The Inconvenient Child, by Sharyn Killens & Lindsay Lewis
The Inconvenient Child tells the extraordinary story of an innocent child born to a young blonde Australian woman in Sydney in 1948. From the moment of this child’s conception her life was to be different. Her absent father was a black American merchant marine, and this was an Australia that was deeply conservative, in a time when the White Australia Policy was in effect and Indigenous Australians were not even recognised as full citizens. Baby Sharyn, with her delicate chocolate-brown skin, emerged into a life of almost inconceivable challenges.

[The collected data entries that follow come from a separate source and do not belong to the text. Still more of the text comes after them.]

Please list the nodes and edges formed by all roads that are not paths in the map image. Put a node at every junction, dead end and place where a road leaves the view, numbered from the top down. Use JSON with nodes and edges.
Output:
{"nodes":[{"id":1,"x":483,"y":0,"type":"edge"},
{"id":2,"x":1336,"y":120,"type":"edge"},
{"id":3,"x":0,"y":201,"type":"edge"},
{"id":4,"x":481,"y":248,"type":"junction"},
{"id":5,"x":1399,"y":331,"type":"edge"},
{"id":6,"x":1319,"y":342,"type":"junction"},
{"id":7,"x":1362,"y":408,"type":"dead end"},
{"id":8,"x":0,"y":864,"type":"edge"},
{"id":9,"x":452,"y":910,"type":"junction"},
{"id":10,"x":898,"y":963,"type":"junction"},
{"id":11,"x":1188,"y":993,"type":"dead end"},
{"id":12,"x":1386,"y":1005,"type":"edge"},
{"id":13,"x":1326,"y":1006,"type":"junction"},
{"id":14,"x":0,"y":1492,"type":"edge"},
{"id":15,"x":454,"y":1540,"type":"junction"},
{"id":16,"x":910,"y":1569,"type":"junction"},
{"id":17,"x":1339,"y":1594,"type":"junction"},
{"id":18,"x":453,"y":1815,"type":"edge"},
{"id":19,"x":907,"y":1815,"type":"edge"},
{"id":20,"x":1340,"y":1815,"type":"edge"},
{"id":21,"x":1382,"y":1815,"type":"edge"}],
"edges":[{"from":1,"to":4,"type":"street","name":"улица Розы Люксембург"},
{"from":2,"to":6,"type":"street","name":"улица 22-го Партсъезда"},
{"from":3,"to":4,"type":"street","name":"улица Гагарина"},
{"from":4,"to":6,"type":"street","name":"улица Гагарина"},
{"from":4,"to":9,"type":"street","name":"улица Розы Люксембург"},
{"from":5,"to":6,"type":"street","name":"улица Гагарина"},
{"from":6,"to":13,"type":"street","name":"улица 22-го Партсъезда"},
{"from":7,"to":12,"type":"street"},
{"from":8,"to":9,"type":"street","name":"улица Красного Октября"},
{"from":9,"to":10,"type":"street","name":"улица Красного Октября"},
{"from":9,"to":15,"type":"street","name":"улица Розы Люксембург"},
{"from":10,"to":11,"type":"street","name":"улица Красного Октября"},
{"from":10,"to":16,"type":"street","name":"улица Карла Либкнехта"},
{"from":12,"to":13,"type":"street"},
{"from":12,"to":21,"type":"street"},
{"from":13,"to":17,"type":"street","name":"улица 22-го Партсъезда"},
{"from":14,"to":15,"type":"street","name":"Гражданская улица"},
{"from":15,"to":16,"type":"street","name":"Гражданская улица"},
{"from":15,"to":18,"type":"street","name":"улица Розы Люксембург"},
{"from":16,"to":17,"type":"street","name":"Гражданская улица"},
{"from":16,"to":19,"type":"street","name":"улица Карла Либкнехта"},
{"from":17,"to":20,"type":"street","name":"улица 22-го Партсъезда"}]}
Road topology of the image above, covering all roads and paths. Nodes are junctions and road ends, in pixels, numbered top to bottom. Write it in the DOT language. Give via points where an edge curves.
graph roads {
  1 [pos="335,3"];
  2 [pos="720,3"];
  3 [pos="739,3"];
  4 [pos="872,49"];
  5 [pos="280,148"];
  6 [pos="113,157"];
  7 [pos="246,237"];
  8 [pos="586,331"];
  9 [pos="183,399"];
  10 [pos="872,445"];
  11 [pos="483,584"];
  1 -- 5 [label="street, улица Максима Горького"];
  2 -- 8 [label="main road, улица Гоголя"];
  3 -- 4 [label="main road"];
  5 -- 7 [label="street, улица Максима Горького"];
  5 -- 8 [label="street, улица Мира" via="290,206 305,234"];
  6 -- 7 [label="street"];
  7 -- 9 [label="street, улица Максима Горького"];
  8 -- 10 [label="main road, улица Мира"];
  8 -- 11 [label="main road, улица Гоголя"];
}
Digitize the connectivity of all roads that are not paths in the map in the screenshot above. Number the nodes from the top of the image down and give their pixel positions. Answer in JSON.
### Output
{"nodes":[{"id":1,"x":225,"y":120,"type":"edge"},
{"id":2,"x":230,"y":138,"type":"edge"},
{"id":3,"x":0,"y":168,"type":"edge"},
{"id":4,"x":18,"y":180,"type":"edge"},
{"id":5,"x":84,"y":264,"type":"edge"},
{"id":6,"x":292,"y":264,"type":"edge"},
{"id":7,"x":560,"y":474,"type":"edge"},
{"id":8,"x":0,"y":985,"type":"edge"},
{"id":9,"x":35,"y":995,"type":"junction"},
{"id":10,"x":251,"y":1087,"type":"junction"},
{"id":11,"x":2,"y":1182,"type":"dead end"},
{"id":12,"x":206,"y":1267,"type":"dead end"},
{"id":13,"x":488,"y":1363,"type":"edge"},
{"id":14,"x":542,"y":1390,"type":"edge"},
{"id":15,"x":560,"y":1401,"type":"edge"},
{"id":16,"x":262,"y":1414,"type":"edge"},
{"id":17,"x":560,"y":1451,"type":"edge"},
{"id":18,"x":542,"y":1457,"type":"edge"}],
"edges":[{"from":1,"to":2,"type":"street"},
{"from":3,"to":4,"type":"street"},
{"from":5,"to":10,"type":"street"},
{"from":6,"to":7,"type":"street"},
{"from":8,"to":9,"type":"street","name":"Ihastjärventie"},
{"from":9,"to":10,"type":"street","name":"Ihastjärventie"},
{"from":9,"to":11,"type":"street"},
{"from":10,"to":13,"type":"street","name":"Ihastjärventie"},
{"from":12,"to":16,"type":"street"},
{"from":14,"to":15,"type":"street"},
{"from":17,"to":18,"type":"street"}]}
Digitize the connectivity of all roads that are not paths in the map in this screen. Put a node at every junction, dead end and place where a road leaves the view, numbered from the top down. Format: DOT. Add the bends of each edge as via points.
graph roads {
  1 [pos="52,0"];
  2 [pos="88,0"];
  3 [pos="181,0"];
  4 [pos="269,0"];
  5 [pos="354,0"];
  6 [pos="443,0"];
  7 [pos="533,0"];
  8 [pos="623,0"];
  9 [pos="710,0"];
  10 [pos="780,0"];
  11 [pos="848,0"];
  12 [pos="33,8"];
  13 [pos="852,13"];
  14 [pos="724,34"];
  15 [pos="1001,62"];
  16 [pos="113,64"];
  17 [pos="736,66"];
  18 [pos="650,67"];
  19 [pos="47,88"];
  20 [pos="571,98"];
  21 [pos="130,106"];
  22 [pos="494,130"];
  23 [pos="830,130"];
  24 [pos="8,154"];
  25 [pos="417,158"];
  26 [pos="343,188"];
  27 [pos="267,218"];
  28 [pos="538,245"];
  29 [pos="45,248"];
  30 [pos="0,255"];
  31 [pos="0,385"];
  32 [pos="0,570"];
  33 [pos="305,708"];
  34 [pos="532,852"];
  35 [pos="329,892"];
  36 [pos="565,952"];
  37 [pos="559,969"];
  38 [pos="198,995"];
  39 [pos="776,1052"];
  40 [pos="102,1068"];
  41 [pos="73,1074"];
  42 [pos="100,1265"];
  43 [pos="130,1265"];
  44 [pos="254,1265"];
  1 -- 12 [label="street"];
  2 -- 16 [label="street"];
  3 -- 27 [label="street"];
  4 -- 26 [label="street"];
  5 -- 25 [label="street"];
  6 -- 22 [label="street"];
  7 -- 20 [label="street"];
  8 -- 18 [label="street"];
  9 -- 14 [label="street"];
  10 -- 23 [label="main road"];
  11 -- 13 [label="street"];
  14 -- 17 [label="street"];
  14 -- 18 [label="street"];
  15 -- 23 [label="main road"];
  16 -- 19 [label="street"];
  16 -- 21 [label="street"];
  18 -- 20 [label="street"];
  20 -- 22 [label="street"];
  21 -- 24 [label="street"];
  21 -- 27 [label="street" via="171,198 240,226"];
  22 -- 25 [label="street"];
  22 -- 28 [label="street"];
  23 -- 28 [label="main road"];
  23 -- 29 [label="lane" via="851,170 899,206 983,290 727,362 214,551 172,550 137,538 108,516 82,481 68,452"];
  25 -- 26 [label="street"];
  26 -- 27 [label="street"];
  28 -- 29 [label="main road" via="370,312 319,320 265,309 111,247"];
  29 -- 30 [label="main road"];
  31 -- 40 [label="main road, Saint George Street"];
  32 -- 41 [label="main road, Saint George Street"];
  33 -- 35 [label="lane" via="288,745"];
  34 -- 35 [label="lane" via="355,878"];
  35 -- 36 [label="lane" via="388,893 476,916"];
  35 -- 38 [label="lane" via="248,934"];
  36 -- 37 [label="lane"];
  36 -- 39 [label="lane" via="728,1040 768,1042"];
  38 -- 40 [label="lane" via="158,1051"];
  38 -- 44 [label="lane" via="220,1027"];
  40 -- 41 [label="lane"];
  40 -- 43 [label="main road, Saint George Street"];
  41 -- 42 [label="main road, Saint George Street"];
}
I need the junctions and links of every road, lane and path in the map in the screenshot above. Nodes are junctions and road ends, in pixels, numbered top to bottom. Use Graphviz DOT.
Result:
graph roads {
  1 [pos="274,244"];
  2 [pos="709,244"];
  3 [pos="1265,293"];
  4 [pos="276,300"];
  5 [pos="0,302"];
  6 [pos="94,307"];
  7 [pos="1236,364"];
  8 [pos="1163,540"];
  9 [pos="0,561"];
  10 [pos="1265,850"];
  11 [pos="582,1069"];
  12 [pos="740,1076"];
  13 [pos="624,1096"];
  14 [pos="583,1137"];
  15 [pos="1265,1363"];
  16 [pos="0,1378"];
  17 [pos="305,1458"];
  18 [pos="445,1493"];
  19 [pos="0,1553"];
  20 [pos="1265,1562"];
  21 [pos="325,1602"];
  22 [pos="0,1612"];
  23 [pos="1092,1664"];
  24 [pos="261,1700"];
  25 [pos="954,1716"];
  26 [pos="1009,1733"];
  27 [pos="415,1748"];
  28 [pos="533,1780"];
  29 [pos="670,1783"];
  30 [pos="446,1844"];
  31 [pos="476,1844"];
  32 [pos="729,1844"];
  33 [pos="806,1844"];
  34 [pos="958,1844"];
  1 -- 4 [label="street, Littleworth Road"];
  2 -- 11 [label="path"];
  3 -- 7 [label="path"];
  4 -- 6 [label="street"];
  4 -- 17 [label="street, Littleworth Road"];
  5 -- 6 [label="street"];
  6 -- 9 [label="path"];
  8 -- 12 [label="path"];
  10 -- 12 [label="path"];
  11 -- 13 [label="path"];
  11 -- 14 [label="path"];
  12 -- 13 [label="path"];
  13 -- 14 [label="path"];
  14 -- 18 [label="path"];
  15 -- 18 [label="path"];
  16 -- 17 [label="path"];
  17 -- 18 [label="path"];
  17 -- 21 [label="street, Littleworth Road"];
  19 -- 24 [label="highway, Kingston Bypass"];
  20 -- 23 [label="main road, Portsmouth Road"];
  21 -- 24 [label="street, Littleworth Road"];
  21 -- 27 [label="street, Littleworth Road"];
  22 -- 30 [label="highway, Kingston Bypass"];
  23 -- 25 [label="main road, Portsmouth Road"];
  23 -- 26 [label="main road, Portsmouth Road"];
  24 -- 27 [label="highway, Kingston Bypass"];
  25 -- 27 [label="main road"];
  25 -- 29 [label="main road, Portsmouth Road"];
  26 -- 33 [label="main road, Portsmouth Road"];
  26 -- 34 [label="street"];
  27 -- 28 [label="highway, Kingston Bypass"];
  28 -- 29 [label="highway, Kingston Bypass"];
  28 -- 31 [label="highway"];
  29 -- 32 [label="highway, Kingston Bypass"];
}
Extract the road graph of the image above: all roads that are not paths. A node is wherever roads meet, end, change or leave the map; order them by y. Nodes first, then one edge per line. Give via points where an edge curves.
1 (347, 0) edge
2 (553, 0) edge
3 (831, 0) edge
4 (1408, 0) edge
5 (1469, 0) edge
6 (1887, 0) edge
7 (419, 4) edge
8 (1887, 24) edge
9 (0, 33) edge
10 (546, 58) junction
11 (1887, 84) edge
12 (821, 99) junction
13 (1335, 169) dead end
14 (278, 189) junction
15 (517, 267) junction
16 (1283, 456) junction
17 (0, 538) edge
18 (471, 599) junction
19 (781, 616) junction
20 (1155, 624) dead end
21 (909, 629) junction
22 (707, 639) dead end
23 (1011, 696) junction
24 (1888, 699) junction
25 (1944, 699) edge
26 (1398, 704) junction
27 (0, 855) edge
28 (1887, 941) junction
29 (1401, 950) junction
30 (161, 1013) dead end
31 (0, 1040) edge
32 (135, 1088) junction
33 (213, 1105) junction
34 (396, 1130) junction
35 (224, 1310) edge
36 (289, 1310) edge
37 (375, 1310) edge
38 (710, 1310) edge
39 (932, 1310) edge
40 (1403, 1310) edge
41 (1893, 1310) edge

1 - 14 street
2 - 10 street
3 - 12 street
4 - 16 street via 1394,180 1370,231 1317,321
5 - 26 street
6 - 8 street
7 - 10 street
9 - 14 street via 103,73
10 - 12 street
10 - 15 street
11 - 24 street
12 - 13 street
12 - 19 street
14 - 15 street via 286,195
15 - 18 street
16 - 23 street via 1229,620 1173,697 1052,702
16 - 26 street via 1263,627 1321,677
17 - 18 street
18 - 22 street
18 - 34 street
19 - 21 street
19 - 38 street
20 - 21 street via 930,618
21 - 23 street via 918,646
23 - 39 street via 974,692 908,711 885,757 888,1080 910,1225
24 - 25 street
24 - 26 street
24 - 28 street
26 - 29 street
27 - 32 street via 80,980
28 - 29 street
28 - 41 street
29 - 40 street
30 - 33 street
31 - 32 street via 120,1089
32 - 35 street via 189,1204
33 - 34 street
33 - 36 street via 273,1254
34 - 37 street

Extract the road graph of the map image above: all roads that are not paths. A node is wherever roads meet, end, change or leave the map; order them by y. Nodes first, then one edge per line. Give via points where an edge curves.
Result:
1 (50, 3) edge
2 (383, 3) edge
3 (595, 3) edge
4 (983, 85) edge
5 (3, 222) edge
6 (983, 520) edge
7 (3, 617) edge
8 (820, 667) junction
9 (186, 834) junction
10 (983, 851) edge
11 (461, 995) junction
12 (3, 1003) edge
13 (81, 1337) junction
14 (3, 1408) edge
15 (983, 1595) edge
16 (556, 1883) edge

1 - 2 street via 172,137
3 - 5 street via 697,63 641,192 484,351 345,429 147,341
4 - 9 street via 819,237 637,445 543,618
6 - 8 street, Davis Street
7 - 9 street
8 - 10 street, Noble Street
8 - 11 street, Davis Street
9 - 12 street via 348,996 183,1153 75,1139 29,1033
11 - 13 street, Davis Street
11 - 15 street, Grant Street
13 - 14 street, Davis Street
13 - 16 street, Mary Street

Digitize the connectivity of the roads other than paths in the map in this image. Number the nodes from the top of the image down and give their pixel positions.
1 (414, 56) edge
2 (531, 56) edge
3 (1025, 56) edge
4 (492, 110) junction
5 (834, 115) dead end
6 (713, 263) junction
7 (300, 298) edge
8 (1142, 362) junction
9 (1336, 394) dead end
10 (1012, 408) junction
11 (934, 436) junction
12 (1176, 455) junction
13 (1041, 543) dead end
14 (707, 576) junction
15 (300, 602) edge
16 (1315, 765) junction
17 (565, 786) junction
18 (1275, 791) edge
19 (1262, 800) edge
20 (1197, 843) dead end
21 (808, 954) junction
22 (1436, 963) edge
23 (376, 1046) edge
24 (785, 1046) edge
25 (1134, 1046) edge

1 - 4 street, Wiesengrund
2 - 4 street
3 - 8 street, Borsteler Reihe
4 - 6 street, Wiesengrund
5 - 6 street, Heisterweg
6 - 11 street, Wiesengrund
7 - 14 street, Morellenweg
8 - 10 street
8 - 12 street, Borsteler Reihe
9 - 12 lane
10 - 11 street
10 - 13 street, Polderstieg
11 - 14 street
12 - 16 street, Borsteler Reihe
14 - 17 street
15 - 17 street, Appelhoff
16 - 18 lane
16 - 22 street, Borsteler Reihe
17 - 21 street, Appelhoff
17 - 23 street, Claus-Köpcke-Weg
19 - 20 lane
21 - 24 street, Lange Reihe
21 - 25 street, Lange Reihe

From foster care to a party house in Kings Cross, and through convents, orphanages, reform school and juvenile detention, Killens’ childhood is marked by horrific neglect, prejudice and inexplicable contempt. The concept of cherished children, to be nourished and sheltered, is totally absent from Killens’ early life. She is abandoned by her mother and despised by her grandmother. Her mother’s struggles with shame and final selfish choices make difficult reading and are ultimately infuriating and painful. I found myself passionately angry with the mother, desperate to reach into the book and drag her out by her neck. Killens endured an unimaginable childhood institutionalised “for her own protection” by authorities who clearly had no caring intention whatsoever. The history of these institutions and Killens’ experiences in them is a strong point of the book. I was engrossed by these places, drawn to their horror, so wholly unfamiliar to me, unfamiliar to my memories of childhood as a time of love and sunshine.
The story follows Killens as she enters adulthood and finds cold comfort in the wild lifestyle of Sydney’s party district, Kings Cross. Her life unfolds to a steady rhythm of minor joy by minor tragedy. Throughout she is transfixed by her burning desire to discover her father’s identity, and this is the final phase of the book. It’s something of an Oprah moment in an Oprah book – gushing and formulaic. By this stage it feels as if you are eating something bland but vaguely nutritious: it fills you up and fills the time and so you spoon it into yourself steadily, without needing to chew or taste. It is not unpleasant at all. It is just not tasty either.
The Inconvenient Child has at its core a compelling story, and one that should be heard. However, it is let down by the writing; repetitive and dull, it seems designed to drill in the facts, the whos, whens and wheres. This leaves a lot of the true emotion to languish beneath the surface, denied an honest role by some lacklustre vocabulary. The English language is magnificently rich and it is so disappointing when it is ignored in favour of bland kindergarten adjectives. The simple language, and motto of “Tell ’em once, tell ’em twice, and tell ’em again,” drowns the narrative and grinds down my resolve to read. I can appreciate that in a book where history is important, it is necessary to ensure that all readers are on the same page, so to speak, and set the scene well. But I came out of it more often that not feeling irritated, like I had been treated to the idiot’s guide to the Free Love Movement 101. Please stop it. I know what a hippy is. Please don’t make me read it again.
Killens has opened a window onto an extraordinary life, and she must be commended on making it from a childhood of abject neglect and mistreatment to her career as a successful singer and entertainer. Her story is most worthy of publication. I just wish she could have been a little less clinical and a little more bold, and given this story her confidence to stand alone. With the right voice it would shine. Here it is dimmed.
Great and frankly written review, thanks. It’s a shame that the repetition took the edge off what sounds like an incredible life story.
I totally disagree. I absolutely loved this book, I could not put it down and I’m not the only one, judging by all the comments on The Inconvenient Child website.
Happily this book was recently leant to me and I just loved the frankness of the story, I lived near Parramatta Girls Home when I was young and was often threatened by my mother that if I did not behave she would send me there. To be perfectly honest neither of us knew the horror of that place and if she were alive now I know like me she would weep for those girls. Thanks to her resiliance she has eventually found happiness. Like Sharyn I too live on the Central Coast and will most definately be recommending her book to my book club.